- Approval for moderate to severe pediatric patients six years and older is based on pivotal trial data showing Cosentyx demonstrated superior improvements of skin symptoms compared to placebo
- The safety profile of Cosentyx in pediatric patients with plaque psoriasis was demonstrated in two Phase III trials and is consistent with the established adult psoriasis indication
Novartis announced the U.S. Food and Drug Administration (FDA) has approved Cosentyx® (secukinumab) for the treatment of moderate to severe plaque psoriasis in pediatric patients six years and older who are candidates for systemic therapy or phototherapy. This is the first approval for Cosentyx in a pediatric population in the US. The Cosentyx clinical profile is supported by five years of adult data showing long-lasting efficacy and a consistent safety profile across moderate to severe plaque psoriasis, psoriatic arthritis and ankylosing spondylitis.

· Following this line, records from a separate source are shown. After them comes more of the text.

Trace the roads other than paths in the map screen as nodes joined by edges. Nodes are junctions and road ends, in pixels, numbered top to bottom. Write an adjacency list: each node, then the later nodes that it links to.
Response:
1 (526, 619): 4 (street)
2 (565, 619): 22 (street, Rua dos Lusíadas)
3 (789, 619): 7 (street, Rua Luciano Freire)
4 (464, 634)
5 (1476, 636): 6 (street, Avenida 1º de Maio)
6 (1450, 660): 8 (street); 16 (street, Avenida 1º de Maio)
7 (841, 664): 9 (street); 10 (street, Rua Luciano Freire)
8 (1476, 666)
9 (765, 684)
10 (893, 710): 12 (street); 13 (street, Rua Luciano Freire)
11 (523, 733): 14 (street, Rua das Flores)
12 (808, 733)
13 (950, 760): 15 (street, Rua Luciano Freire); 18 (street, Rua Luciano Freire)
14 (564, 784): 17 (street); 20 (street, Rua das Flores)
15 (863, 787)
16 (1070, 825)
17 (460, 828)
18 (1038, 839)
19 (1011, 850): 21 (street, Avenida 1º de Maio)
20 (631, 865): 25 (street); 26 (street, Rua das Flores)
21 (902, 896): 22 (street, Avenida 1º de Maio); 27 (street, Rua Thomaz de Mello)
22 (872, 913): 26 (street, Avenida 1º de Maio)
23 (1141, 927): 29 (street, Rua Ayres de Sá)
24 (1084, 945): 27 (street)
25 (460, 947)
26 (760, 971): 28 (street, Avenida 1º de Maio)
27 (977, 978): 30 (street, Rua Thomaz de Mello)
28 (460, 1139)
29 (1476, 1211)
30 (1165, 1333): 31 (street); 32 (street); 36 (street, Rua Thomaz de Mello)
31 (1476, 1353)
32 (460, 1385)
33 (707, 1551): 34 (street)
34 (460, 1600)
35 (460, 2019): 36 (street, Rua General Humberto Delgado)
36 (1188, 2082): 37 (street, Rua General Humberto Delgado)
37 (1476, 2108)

“Treating moderate to severe plaque psoriasis in children can be complicated, as we need to balance the ability of a treatment to provide symptom relief while considering the safety profile as the top priority,” said John Browning, MD, FAAD, FAAP, MBA, clinical trial investigator, Adjunct Associate Professor of Pediatrics and Dermatology at the University of Texas Health, San Antonio. “In the pediatric pivotal study, the majority of patients treated with Cosentyx were able to achieve clear or almost clear skin with a safety profile consistent with previous clinical trials in adults. Due to the systemic nature of the disease, Cosentyx is a welcome addition as a treatment option for families dealing with this challenging condition.”
The approved pediatric dosing for Cosentyx is 75 mg or 150 mg depending on the child’s weight at the time of dosing and is administered by subcutaneous injection every four weeks after an initial loading regimen. After initial counseling and proper training in injection technique, Cosentyx can be administered by an adult caregiver outside of a healthcare provider’s office via a single-dose prefilled syringe or Sensoready® pen.
“The impact of psoriasis on children is much deeper than skin and can potentially lead to life course impairment. Today’s FDA approval further demonstrates our commitment to reimagine medicine for pediatric plaque psoriasis patients,” said Angelika Jahreis MD, PhD, Novartis Global Head Development Unit Immunology, Hepatology & Dermatology. “With more than 400,000 patients treated in over 100 countries worldwide, we continue to build on the established safety and efficacy profile of Cosentyx, with plans to expand to 10 indications over the next 10 years.”
This Cosentyx approval is based on two Phase III studies evaluating the use of Cosentyx in children aged 6 to <18 years with plaque psoriasis. The safety profile reported in these trials was consistent with the safety profile reported in adult plaque psoriasis trials. No new safety signals were observed.
The first study, which evaluated efficacy and safety, was a 52-week (236 weeks total), randomized, double-blind, placebo- and active-controlled study which included 162 children six years of age and older with severe plaque psoriasis. The data showed Cosentyx reduced psoriasis severity at Week 12 compared with placebo as demonstrated by the following efficacy results by baseline weight strata for the approved doses (75mg for <50kg and 150mg for ≥50kg): Psoriasis Area Severity Index (PASI) 75 response (55% 75 mg vs 10% placebo (N=22 and N=20, respectively), 86% 150 mg vs 19% placebo (N=21 and N=21, respectively), 70% total Cosentyx vs 15% total placebo (N=43 and N=41, respectively) and Investigator’s Global Assessment modified 2011 (IGA) “clear” or “almost clear” skin response (32% 75 mg vs 5% placebo, 81% 150 mg vs 5% placebo, 56% total Cosentyx vs 5% total placebo), co-primary endpoints of the study.
The second Phase III study, which assessed safety, was a randomized open-label, 208-week trial of 84 subjects six years of age and older with moderate to severe plaque psoriasis.
“Living with psoriasis is challenging, and can be highly stressful for children and adolescents,” said Randy Beranek, President and CEO, National Psoriasis Foundation. “Having expanded treatment options for this patient population is a step in the right direction to help reduce the burden of plaque psoriasis.”